Task prompt.
Find every line in the records below that holds the word "canvas", and copy it out.

Items listed in a dataset.
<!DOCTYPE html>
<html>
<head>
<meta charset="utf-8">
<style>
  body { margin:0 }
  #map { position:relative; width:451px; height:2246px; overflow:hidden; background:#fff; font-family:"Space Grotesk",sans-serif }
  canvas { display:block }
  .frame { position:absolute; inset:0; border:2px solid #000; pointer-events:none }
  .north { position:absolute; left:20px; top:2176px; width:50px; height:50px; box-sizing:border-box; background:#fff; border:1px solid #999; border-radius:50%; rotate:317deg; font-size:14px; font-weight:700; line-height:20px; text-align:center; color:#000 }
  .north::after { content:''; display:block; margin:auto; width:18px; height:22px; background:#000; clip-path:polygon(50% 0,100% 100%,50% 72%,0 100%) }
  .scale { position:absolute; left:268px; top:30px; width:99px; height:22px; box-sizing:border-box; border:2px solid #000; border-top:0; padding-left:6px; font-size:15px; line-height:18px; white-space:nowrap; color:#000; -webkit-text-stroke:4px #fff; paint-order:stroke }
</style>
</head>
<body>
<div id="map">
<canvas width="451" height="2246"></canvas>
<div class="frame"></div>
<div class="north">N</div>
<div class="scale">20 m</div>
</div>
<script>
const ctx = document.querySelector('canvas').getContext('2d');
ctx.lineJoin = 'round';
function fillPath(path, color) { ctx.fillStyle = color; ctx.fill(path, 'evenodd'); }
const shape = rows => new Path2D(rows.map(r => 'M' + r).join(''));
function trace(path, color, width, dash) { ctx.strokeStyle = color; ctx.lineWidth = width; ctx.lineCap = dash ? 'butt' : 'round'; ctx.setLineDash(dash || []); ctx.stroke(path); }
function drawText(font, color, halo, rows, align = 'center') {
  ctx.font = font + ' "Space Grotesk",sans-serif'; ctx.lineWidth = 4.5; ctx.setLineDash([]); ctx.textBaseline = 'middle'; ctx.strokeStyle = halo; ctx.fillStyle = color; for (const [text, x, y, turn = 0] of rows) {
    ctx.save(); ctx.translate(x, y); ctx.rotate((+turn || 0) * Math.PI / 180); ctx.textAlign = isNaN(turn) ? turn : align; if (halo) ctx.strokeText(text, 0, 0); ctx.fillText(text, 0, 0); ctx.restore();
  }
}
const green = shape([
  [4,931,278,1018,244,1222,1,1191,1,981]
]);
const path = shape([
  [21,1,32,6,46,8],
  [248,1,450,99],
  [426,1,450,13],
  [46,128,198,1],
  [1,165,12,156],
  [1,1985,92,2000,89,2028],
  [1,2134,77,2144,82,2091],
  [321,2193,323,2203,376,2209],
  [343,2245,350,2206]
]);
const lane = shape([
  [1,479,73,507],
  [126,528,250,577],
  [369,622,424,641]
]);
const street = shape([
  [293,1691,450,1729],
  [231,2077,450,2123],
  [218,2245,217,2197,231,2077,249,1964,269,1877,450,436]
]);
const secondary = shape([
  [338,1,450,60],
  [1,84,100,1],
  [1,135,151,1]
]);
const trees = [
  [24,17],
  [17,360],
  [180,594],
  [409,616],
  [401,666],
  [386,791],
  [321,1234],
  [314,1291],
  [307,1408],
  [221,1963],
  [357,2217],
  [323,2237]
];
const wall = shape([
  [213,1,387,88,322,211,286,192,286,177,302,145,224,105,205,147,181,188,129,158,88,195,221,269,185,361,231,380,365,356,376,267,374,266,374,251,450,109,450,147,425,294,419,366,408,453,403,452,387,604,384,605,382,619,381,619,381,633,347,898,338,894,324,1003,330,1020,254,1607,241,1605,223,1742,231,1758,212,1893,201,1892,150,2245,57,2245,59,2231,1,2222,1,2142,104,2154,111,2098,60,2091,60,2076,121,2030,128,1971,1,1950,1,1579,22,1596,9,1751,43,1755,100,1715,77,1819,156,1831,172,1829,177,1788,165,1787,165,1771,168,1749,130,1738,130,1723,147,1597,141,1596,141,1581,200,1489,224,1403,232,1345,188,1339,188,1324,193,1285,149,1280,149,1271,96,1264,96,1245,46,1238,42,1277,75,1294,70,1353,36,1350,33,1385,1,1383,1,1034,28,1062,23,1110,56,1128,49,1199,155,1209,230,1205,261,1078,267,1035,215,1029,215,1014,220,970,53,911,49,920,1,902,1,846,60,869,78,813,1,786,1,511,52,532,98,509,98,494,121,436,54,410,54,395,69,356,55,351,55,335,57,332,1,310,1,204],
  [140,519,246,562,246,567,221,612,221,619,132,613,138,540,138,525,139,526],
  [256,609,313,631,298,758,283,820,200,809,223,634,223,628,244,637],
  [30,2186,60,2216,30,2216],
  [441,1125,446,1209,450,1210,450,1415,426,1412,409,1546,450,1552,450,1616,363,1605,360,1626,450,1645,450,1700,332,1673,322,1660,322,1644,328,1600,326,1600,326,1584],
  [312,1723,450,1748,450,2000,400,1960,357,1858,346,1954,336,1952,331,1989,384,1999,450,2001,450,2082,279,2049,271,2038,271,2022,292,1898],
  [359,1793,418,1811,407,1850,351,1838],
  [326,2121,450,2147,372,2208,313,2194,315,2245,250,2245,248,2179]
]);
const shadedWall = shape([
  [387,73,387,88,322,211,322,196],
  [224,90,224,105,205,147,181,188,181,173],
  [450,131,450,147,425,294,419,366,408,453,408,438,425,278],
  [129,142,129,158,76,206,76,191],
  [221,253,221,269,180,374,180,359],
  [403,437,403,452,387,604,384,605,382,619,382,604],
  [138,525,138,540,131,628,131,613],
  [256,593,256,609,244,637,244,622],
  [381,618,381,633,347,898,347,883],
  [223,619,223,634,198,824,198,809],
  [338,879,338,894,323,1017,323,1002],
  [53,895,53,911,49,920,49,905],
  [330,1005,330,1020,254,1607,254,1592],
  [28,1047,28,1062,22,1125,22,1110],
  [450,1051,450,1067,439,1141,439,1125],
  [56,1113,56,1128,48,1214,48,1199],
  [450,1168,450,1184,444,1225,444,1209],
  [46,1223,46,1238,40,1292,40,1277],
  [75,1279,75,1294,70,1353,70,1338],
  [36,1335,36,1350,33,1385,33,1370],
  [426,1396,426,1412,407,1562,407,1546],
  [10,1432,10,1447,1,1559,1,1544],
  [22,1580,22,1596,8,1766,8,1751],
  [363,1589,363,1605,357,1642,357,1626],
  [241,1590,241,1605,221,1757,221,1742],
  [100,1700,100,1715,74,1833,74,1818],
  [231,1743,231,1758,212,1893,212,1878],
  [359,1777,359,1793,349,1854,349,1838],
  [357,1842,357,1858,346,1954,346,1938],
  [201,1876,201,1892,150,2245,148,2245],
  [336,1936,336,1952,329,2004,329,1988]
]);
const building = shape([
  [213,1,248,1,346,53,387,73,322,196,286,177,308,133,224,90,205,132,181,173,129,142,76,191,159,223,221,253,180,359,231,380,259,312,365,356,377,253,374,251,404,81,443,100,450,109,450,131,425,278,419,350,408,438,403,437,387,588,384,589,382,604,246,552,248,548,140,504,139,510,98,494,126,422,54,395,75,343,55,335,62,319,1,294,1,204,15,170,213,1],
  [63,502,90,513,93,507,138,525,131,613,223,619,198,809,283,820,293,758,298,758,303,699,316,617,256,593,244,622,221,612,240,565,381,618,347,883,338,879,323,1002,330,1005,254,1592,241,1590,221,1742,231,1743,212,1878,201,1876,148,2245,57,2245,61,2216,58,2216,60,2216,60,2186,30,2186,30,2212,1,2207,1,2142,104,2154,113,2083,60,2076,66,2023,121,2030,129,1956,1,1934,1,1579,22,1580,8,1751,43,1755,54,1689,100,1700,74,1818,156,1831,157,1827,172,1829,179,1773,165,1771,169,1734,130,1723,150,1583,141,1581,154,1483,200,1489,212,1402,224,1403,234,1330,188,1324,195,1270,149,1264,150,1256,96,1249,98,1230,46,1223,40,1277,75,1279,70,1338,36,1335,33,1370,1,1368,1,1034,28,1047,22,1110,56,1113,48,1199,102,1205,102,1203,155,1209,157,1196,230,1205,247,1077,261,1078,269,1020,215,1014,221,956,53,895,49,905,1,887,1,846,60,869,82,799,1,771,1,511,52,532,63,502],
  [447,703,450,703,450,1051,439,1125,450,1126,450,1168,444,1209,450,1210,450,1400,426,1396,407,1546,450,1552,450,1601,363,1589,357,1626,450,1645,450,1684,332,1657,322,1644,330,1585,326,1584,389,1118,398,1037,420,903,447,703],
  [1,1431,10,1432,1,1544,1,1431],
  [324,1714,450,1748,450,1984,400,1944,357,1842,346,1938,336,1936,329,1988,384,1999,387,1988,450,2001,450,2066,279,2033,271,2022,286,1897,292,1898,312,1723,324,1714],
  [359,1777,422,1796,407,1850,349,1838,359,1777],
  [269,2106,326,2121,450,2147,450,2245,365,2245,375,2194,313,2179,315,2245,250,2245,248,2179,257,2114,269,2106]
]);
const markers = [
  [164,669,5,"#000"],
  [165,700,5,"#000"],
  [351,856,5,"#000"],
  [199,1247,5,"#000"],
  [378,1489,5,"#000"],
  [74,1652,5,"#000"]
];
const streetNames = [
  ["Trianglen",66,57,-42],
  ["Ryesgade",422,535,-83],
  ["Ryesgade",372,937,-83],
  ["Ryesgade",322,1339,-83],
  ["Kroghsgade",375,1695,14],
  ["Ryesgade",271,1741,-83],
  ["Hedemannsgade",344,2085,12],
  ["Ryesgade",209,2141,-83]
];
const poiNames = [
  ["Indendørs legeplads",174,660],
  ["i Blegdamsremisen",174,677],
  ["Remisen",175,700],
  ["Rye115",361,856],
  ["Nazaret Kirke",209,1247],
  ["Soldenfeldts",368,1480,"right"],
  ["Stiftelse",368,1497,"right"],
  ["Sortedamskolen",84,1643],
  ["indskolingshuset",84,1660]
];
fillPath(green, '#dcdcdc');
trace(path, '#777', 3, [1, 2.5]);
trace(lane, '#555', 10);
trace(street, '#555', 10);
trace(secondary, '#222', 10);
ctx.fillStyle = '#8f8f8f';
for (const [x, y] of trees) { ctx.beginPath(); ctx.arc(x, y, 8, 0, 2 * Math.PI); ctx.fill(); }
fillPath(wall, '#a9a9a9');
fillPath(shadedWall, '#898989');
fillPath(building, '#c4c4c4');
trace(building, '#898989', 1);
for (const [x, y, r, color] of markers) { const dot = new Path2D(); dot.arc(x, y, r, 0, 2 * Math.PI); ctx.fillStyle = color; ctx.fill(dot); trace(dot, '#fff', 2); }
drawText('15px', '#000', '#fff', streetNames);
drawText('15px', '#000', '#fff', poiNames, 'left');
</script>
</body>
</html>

Response.
  canvas { display:block }
<canvas width="451" height="2246"></canvas>
const ctx = document.querySelector('canvas').getContext('2d');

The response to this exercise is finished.